■ TASK GOAL: Spot each line in the data below containing "that" and copy it.

--- START ---

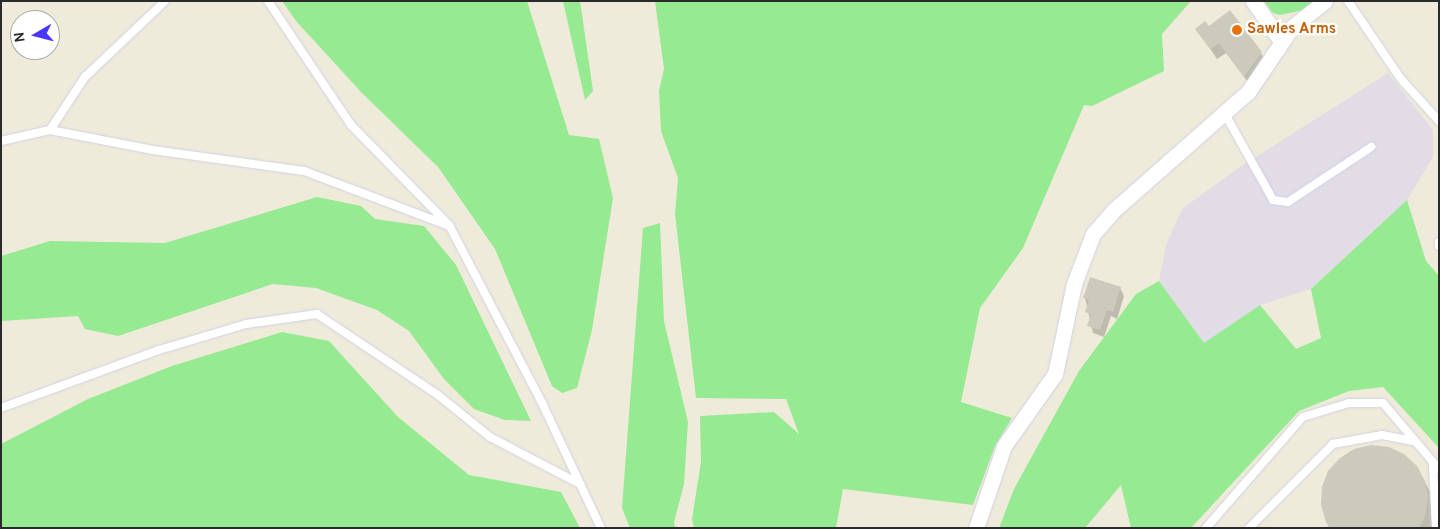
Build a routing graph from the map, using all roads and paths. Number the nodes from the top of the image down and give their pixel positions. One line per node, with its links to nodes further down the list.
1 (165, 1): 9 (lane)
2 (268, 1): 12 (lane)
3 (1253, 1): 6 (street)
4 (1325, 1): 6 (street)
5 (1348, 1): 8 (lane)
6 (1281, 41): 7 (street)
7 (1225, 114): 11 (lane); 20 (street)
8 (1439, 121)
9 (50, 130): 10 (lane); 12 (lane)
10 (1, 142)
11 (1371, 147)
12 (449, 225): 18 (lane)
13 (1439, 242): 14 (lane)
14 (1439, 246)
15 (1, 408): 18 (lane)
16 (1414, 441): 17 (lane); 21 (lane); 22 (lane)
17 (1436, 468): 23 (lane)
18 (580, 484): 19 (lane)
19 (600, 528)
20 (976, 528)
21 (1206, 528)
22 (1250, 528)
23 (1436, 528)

--- END ---
--- START ---

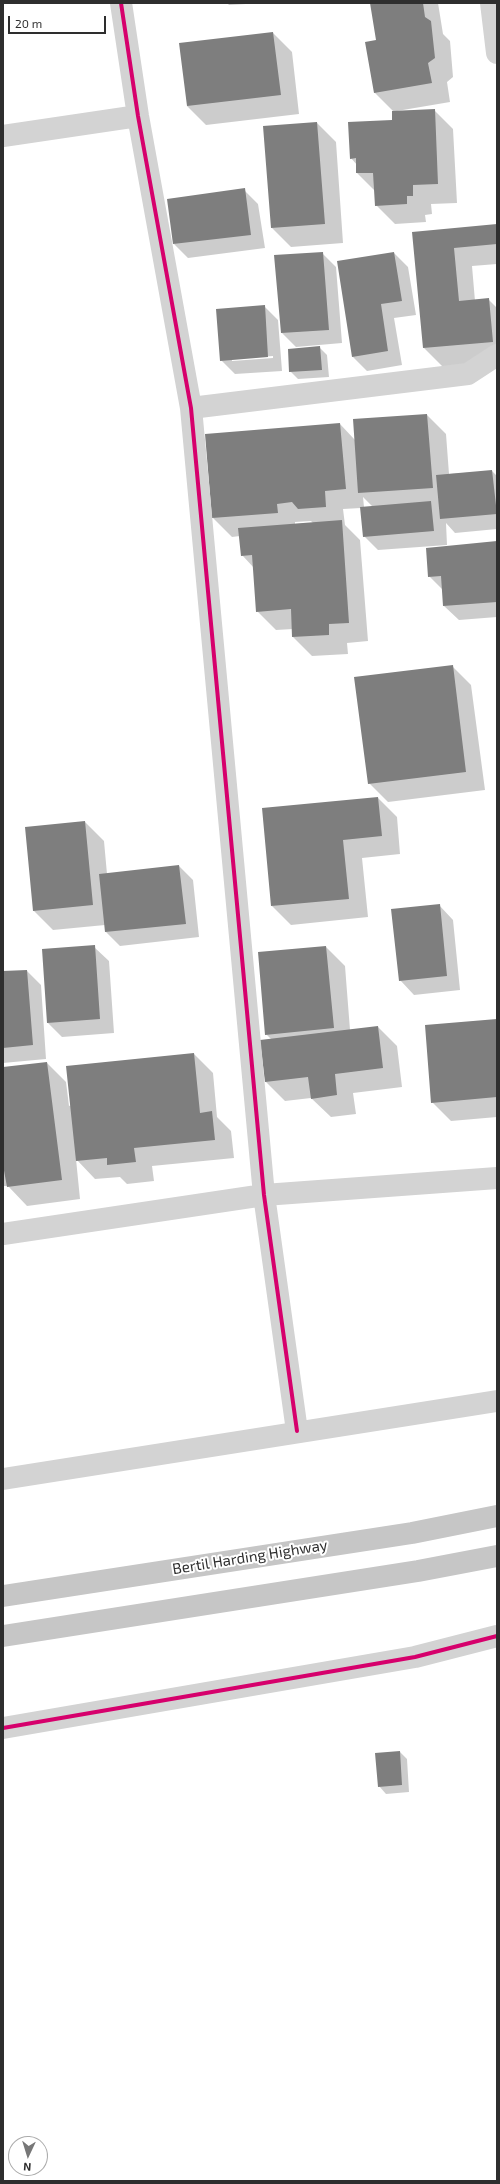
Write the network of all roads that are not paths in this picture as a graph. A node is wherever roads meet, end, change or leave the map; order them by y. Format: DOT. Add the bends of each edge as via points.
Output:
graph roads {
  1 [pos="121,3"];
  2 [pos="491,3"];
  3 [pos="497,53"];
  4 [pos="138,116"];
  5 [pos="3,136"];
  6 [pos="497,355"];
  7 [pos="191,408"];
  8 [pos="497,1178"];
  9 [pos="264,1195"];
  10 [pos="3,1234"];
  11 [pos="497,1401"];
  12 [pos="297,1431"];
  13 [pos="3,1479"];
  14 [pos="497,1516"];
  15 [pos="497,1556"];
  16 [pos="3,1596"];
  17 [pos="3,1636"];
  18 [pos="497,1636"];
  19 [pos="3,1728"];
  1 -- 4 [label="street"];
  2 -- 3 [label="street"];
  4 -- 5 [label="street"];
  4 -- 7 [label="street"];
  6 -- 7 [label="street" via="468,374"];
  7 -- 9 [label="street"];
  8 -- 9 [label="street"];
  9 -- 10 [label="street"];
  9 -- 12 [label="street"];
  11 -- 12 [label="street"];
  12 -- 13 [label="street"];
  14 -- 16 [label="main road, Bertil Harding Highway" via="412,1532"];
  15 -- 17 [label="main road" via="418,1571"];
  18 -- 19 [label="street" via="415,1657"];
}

--- END ---
--- START ---

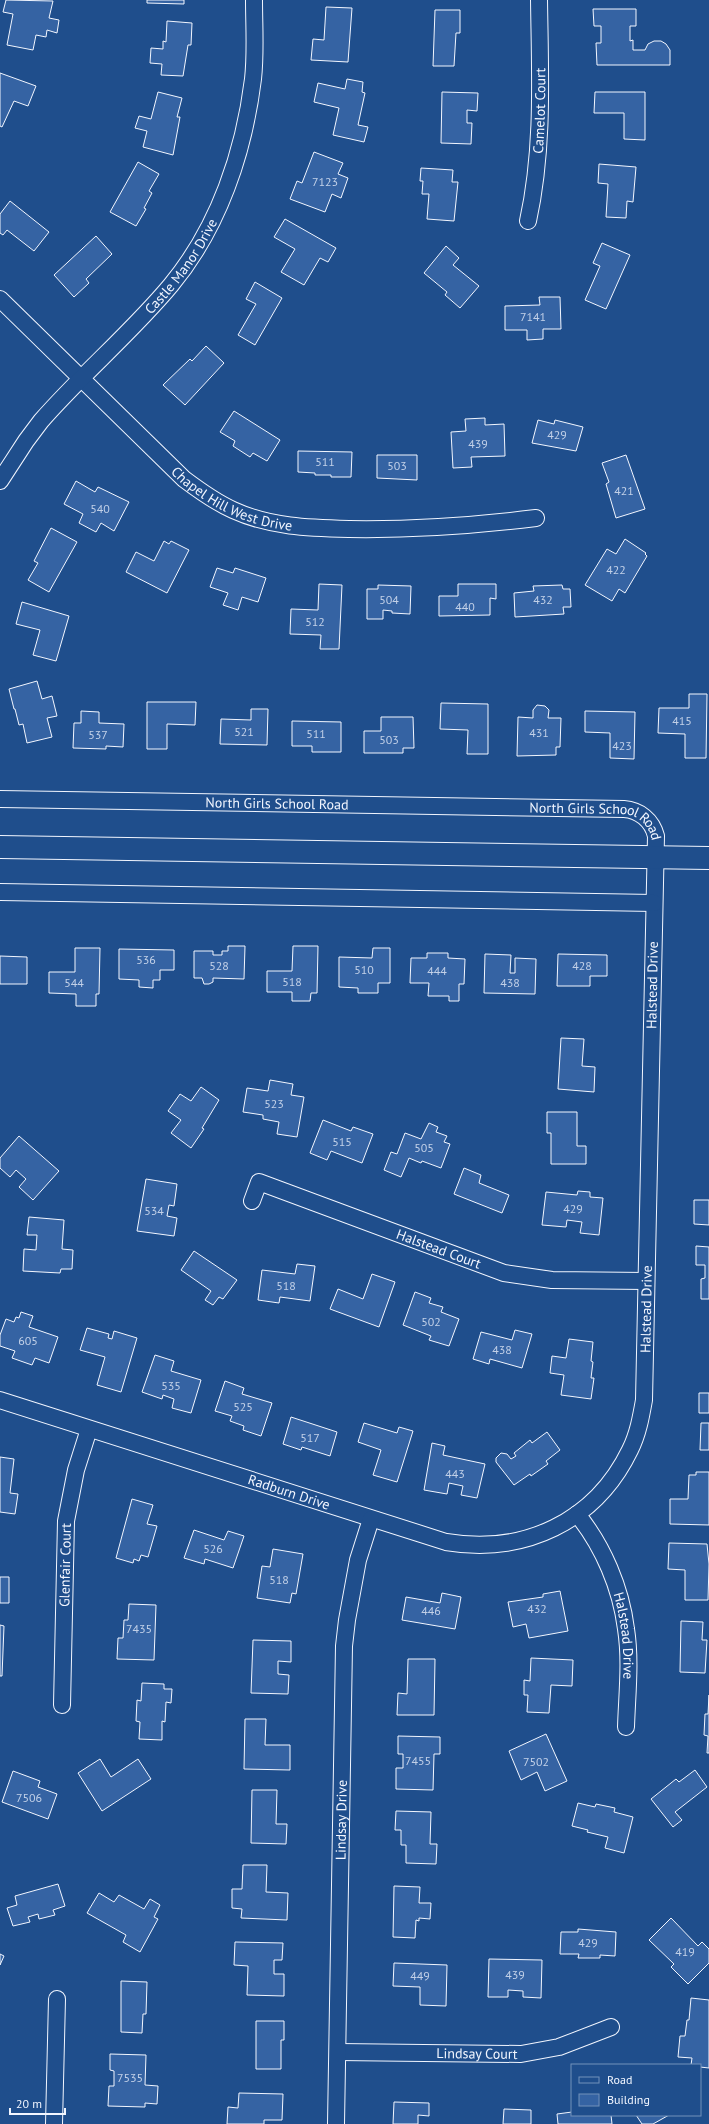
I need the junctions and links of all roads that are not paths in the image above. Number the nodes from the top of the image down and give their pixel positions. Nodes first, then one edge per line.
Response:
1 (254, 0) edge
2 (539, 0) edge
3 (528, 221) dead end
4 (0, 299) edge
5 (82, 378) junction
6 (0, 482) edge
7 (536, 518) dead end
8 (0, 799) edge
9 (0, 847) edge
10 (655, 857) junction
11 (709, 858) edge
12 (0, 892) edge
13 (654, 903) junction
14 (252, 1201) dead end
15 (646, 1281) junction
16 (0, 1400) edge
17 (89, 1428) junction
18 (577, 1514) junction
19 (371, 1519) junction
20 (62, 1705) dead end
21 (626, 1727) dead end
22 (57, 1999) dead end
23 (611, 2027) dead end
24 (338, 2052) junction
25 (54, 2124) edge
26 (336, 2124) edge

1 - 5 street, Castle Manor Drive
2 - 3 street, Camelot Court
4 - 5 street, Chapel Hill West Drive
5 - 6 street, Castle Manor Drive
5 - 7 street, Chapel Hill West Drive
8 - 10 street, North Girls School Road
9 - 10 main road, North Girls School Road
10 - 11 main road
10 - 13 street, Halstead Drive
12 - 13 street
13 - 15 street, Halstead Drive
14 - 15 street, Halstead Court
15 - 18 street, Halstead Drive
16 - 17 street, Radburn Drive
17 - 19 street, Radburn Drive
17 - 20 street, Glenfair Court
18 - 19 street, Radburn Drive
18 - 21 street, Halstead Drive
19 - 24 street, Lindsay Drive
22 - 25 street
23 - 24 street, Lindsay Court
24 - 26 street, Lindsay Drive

--- END ---

■ TASK SOLUTION:
Write the network of all roads that are not paths in this picture as a graph. A node is wherever roads meet, end, change or leave the map; order them by y. Format: DOT. Add the bends of each edge as via points.
I need the junctions and links of all roads that are not paths in the image above. Number the nodes from the top of the image down and give their pixel positions. Nodes first, then one edge per line.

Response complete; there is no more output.